Also, you’re not going to need that cooking stuff. I see you standing there, three days before you’re about to move, staring at the bread maker that has an inch of dust on it and a tag on it that says “Congratulations Newlyweds!!!” and thinking “You know, I bet I’ll really up for some fresh bread tomorrow morning.”


Pack the bread maker. You’re not making bread. You’re not making it now, you’re not making it next year. You’re never making bread.


6. Don’t Mark Any Box “Urgent.”


Yesterday I went down to the basement and was bringing up boxes that I hadn’t opened since the last move, and buried deep in there was a box marked “Urgent!! Open Immediately!!!” and inside was stuff like my passport and an envelope full of cash and about a hundred other things that I had been stressing about losing for the last twelve months. I’m just sayin’.


7. Don’t Move. Ever.


Go back to Connecticut. You like it there. You love the people and you adore your church. Go there and stay there until you are dead.

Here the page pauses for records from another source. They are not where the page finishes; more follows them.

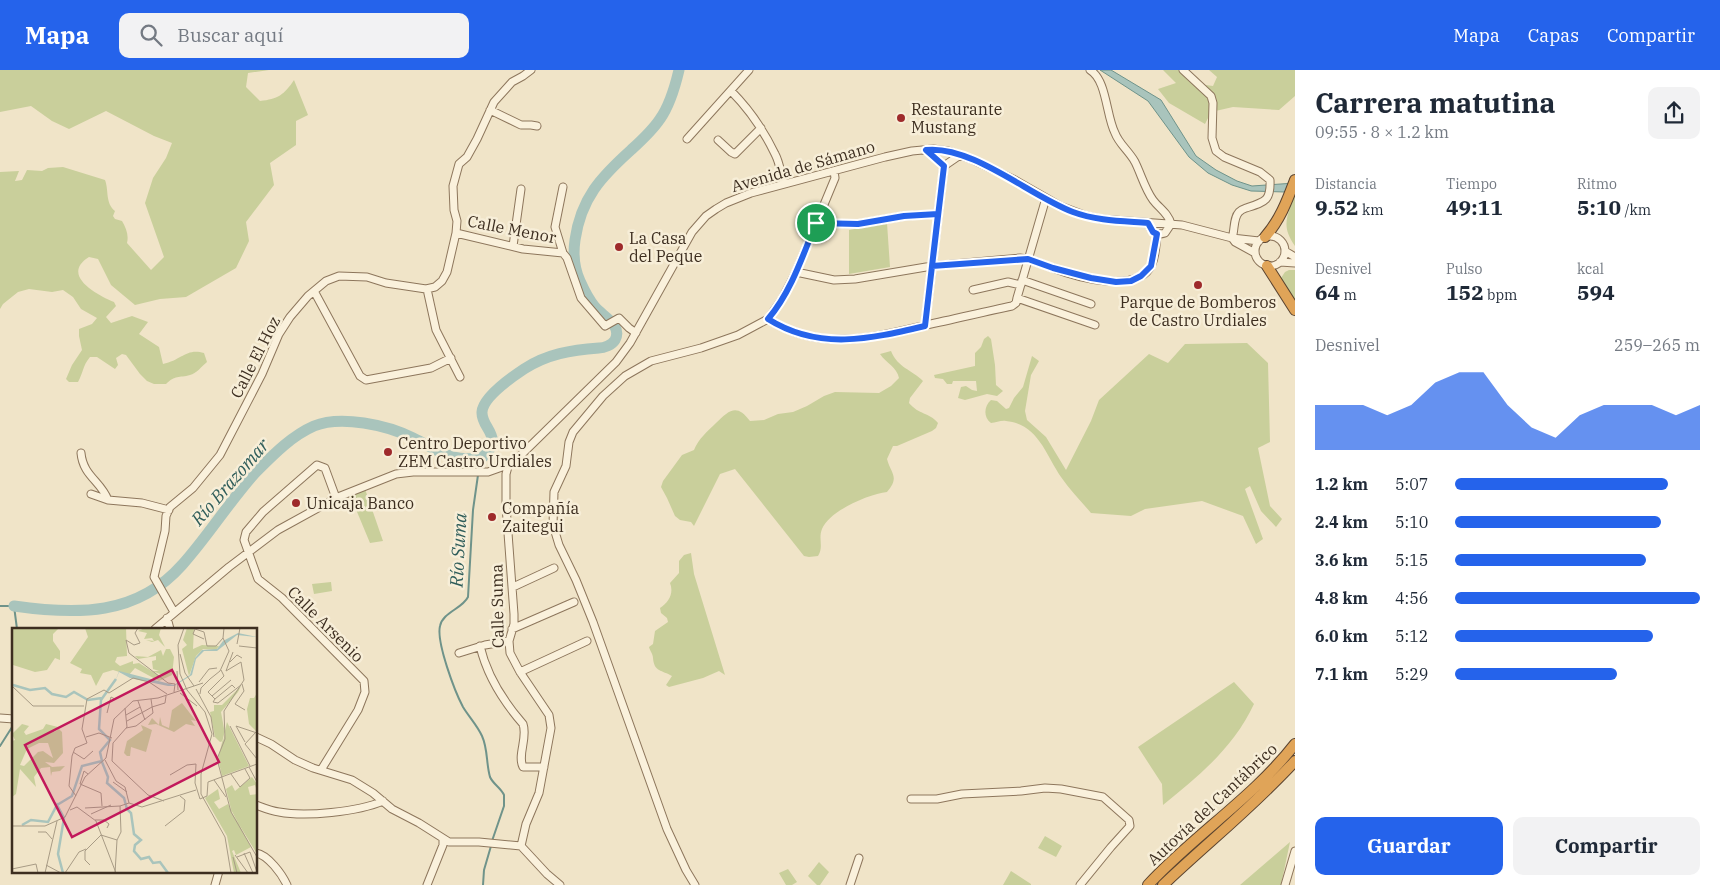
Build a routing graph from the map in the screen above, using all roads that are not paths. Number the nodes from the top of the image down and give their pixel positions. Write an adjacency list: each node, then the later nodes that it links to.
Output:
1 (530, 70): 6 (street)
2 (749, 70): 5 (street)
3 (1090, 70): 23 (street)
4 (1182, 70): 26 (street)
5 (730, 91): 8 (street); 9 (street)
6 (490, 110): 7 (street); 24 (street)
7 (537, 126)
8 (760, 128): 10 (street); 16 (street)
9 (687, 139)
10 (718, 140)
11 (926, 150): 12 (street, Avenida de Sámano); 13 (street); 14 (street, Avenida de Sámano)
12 (960, 155): 13 (street); 19 (street, Avenida de Sámano)
13 (944, 166): 20 (street)
14 (834, 170): 16 (street, Avenida de Sámano); 21 (street)
15 (1295, 180): 27 (highway)
16 (784, 184): 49 (street, Avenida de Sámano)
17 (564, 187): 30 (street)
18 (521, 189): 28 (street)
19 (1046, 198): 22 (street, Avenida de Sámano); 33 (street)
20 (938, 214): 21 (street); 36 (street)
21 (816, 223): 38 (street)
22 (1148, 223): 23 (street, Avenida de Sámano); 25 (street)
23 (1171, 224): 25 (street); 26 (street, Avenida de Sámano)
24 (456, 233): 28 (street, Calle Menor); 40 (street)
25 (1157, 234): 33 (street)
26 (1232, 238): 27 (street, Avenida de Sámano); 31 (street, Avenida de Sámano)
27 (1262, 239): 29 (street); 31 (street)
28 (513, 246): 30 (street, Calle Menor)
29 (1285, 251): 32 (street); 34 (street)
30 (563, 253): 49 (street, Calle Menor)
31 (1255, 253): 37 (street)
32 (1295, 257)
33 (1028, 259): 36 (street); 39 (street)
34 (1280, 262): 35 (street); 37 (street)
35 (1295, 263)
36 (932, 266): 38 (street); 48 (street)
37 (1267, 266): 45 (highway)
38 (796, 272): 46 (street)
39 (1022, 283): 41 (street); 43 (street); 44 (street)
40 (427, 289): 42 (street, Calle El Hoz); 50 (street)
41 (973, 290)
42 (314, 291): 50 (street); 57 (street, Calle El Hoz)
43 (1018, 298): 47 (street); 48 (street)
44 (1091, 304)
45 (1295, 310)
46 (768, 319): 48 (street); 90 (street)
47 (1095, 325)
48 (925, 326)
49 (636, 333): 53 (street, Avenida de Sámano)
50 (451, 358): 51 (street)
51 (460, 377)
52 (81, 453): 56 (street)
53 (509, 463): 55 (street, Avenida de Sámano); 60 (street, Calle Suma)
54 (91, 494): 56 (street)
55 (336, 498): 58 (street); 58 (street)
56 (108, 500): 57 (street)
57 (169, 510): 62 (street)
58 (248, 553): 62 (street); 76 (street, Calle Arsenio)
59 (554, 568): 60 (street)
60 (513, 587): 66 (street, Calle Suma)
61 (574, 602): 66 (street)
62 (174, 612): 63 (street)
63 (167, 618): 64 (street); 65 (street)
64 (156, 628)
65 (170, 628)
66 (512, 629): 67 (street, Calle Suma)
67 (509, 641): 69 (street); 71 (street, Calle Suma)
68 (587, 641): 71 (street)
69 (480, 646): 70 (street); 75 (street)
70 (460, 652)
71 (520, 672): 75 (street, Calle Suma)
72 (1295, 735): 74 (highway)
73 (258, 738): 76 (street)
74 (1293, 753): 93 (highway, Autovía del Cantábrico); 94 (highway, Autovía del Cantábrico)
75 (544, 767): 81 (street, Calle Suma)
76 (321, 770): 78 (street)
77 (911, 799): 92 (street)
78 (383, 801): 79 (street); 80 (street)
79 (258, 806)
80 (443, 840): 81 (street); 88 (street)
81 (521, 846): 89 (street)
82 (1295, 851): 95 (street)
83 (258, 853): 87 (street)
84 (859, 858): 91 (street)
85 (219, 872): 86 (street)
86 (215, 885)
87 (287, 885)
88 (427, 885)
89 (560, 885)
90 (695, 885)
91 (850, 885)
92 (1080, 885)
93 (1148, 885)
94 (1164, 885)
95 (1285, 885)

Pretty good rules, right? I know!


The truth is, when you’re packing up your stuff in boxes and dragging it from one house to another, it’s hard to figure out what’s important and what’s not – what makes you happy and what’s just stuff. And then a Saturday morning will roll around, and the kids will climb into bed with us and I’ll have my family cuddled around me and it will occur to me that we just spent a ton of money boxing up and moving things that have, alas, nothing at all to do with my happiness.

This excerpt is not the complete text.